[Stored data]
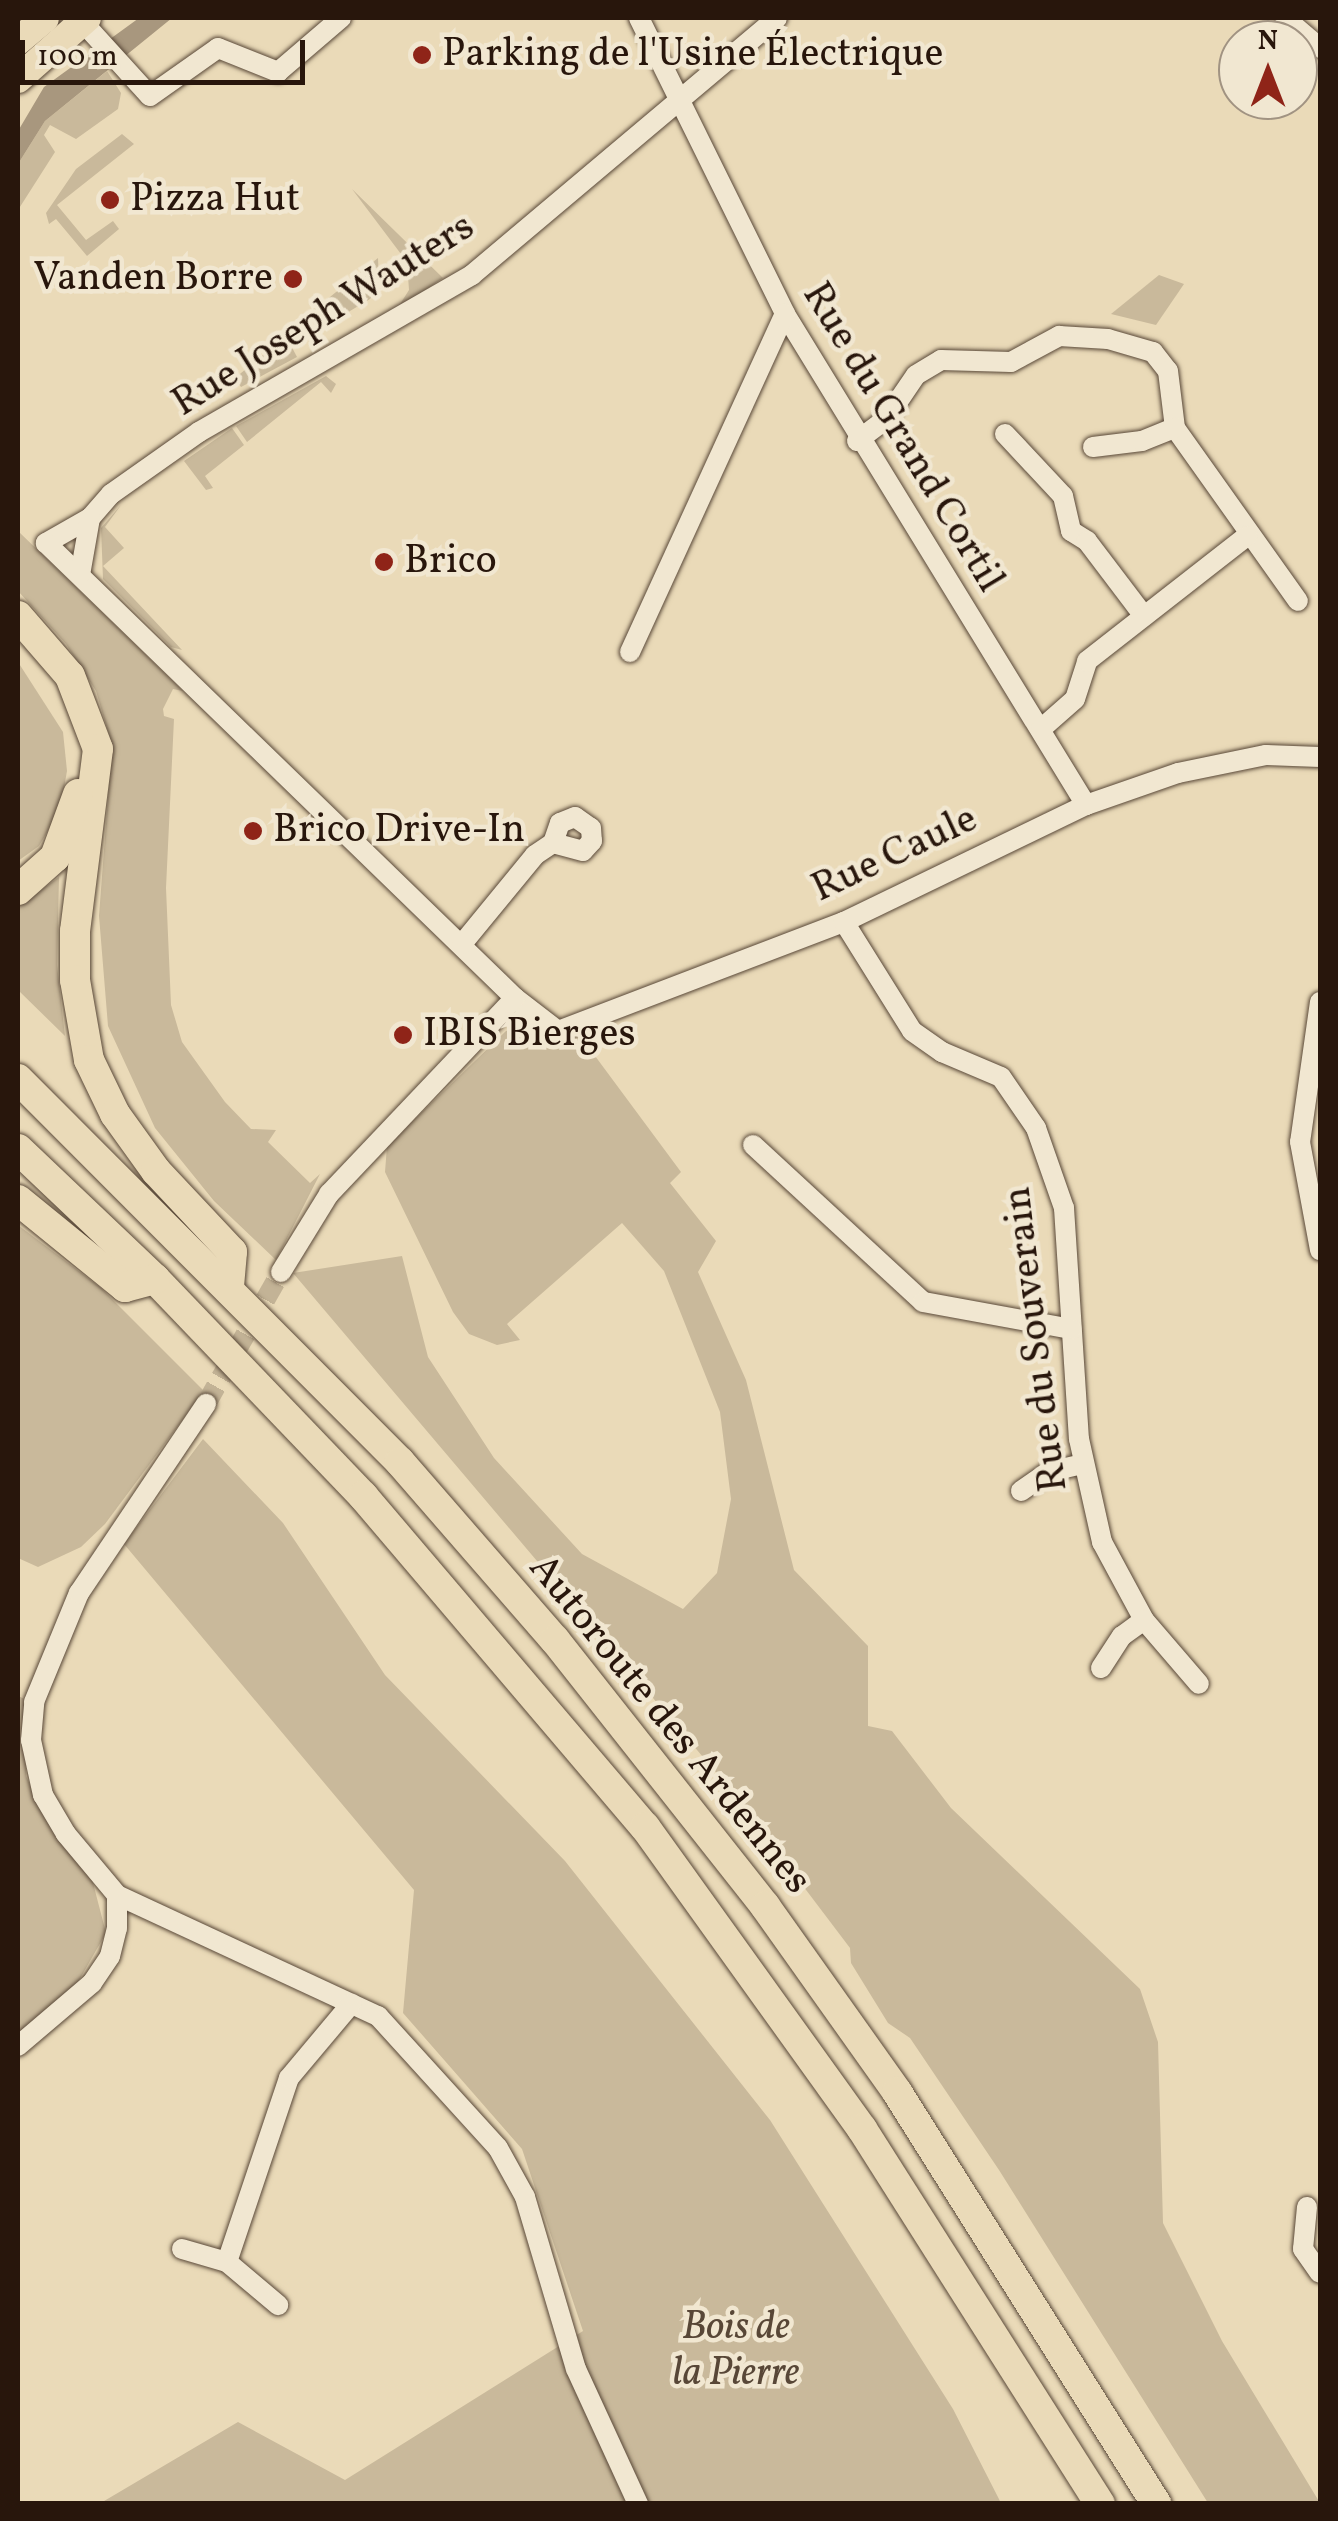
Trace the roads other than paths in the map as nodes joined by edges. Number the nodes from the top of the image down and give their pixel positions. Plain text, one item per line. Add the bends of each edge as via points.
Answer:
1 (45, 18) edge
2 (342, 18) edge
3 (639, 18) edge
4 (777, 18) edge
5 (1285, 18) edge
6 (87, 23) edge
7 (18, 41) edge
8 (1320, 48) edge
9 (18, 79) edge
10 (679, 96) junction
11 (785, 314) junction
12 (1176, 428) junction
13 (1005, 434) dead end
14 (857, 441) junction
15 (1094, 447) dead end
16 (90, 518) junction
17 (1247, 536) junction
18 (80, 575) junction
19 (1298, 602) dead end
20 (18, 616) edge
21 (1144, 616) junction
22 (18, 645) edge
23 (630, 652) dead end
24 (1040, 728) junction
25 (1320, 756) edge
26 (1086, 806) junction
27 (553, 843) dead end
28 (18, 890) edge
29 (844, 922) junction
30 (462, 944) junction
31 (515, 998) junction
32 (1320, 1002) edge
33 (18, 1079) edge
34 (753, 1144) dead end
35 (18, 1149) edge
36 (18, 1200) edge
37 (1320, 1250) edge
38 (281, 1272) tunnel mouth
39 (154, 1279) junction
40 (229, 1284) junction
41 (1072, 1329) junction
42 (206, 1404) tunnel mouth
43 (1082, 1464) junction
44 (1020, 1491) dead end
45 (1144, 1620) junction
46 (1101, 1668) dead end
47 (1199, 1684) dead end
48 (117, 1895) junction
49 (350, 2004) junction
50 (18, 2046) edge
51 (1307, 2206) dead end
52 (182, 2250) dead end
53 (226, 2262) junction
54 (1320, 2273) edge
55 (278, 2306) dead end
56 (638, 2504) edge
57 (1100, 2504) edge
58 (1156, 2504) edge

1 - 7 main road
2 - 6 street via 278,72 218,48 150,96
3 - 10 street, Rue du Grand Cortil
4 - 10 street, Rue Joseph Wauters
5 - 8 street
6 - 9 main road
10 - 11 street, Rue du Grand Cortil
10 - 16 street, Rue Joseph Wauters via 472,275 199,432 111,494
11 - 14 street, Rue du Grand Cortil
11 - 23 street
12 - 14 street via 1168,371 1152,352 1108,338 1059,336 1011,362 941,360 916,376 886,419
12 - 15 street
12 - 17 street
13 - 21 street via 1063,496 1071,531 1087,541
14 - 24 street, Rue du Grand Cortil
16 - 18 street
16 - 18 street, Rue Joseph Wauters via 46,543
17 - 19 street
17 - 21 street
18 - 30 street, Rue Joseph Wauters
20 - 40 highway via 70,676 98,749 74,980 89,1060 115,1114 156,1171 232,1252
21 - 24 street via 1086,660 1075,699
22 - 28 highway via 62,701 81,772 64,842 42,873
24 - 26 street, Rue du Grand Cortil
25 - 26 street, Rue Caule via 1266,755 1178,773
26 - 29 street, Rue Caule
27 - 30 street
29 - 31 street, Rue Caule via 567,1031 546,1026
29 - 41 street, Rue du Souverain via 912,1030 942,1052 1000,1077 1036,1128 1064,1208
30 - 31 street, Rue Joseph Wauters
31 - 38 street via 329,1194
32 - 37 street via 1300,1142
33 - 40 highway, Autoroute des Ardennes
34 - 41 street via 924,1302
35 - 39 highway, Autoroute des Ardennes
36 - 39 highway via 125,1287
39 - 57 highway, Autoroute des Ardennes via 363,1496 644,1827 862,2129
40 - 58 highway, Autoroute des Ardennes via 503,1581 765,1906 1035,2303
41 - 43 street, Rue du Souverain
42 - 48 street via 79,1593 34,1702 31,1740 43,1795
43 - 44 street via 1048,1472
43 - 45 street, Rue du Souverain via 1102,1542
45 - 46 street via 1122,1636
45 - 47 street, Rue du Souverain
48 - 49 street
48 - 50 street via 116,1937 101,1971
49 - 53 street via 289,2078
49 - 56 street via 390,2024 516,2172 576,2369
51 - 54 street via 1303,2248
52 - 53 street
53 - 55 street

● What to do: Look above for every line with the word "mouth" and copy it.

● Answer space:
38 (281, 1272) tunnel mouth
42 (206, 1404) tunnel mouth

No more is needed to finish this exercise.